> [To do] Transcribe the entries below without changing a word, and omit every picture.

> [Dataset content]
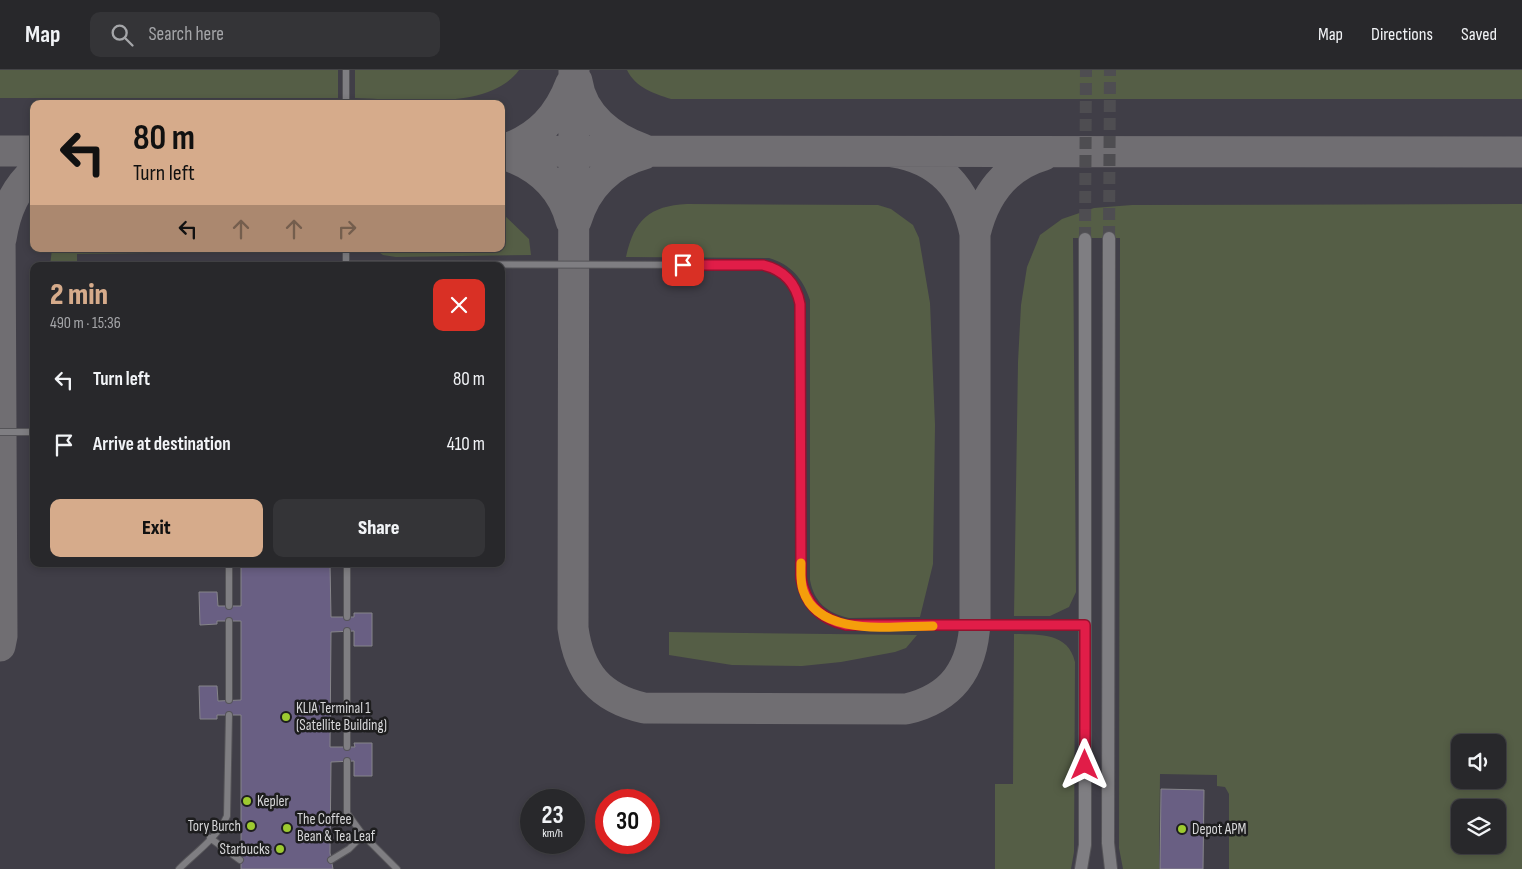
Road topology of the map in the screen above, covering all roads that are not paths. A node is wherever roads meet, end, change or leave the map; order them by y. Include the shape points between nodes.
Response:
1 (346, 70) edge
2 (346, 100) edge
3 (1109, 238) tunnel mouth
4 (1085, 239) tunnel mouth
5 (505, 265) edge
6 (0, 432) edge
7 (30, 432) edge
8 (229, 567) edge
9 (347, 567) edge
10 (229, 606) dead end
11 (347, 617) dead end
12 (229, 621) dead end
13 (1085, 625) junction
14 (347, 631) dead end
15 (229, 700) dead end
16 (229, 715) dead end
17 (346, 747) dead end
18 (347, 761) dead end
19 (362, 835) junction
20 (210, 838) junction
21 (240, 860) dead end
22 (331, 860) dead end
23 (178, 869) edge
24 (397, 869) edge
25 (1081, 869) edge
26 (1111, 869) edge

1 - 2 lane
3 - 26 street via 1108,843
4 - 13 street
5 - 13 lane via 763,265 783,273 795,287 800,304 801,578 803,590 813,607 828,619 846,625
6 - 7 lane
8 - 10 lane
9 - 11 lane
12 - 15 lane
13 - 25 street via 1085,844
14 - 17 lane
16 - 20 lane via 229,810 224,822
18 - 19 lane via 348,813
19 - 22 lane
19 - 24 lane
20 - 21 lane
20 - 23 lane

> [Answer section]
Road topology of the map in the screen above, covering all roads that are not paths. A node is wherever roads meet, end, change or leave the map; order them by y. Include the shape points between nodes.
Response:
1 (346, 70) edge
2 (346, 100) edge
3 (1109, 238) tunnel mouth
4 (1085, 239) tunnel mouth
5 (505, 265) edge
6 (0, 432) edge
7 (30, 432) edge
8 (229, 567) edge
9 (347, 567) edge
10 (229, 606) dead end
11 (347, 617) dead end
12 (229, 621) dead end
13 (1085, 625) junction
14 (347, 631) dead end
15 (229, 700) dead end
16 (229, 715) dead end
17 (346, 747) dead end
18 (347, 761) dead end
19 (362, 835) junction
20 (210, 838) junction
21 (240, 860) dead end
22 (331, 860) dead end
23 (178, 869) edge
24 (397, 869) edge
25 (1081, 869) edge
26 (1111, 869) edge

1 - 2 lane
3 - 26 street via 1108,843
4 - 13 street
5 - 13 lane via 763,265 783,273 795,287 800,304 801,578 803,590 813,607 828,619 846,625
6 - 7 lane
8 - 10 lane
9 - 11 lane
12 - 15 lane
13 - 25 street via 1085,844
14 - 17 lane
16 - 20 lane via 229,810 224,822
18 - 19 lane via 348,813
19 - 22 lane
19 - 24 lane
20 - 21 lane
20 - 23 lane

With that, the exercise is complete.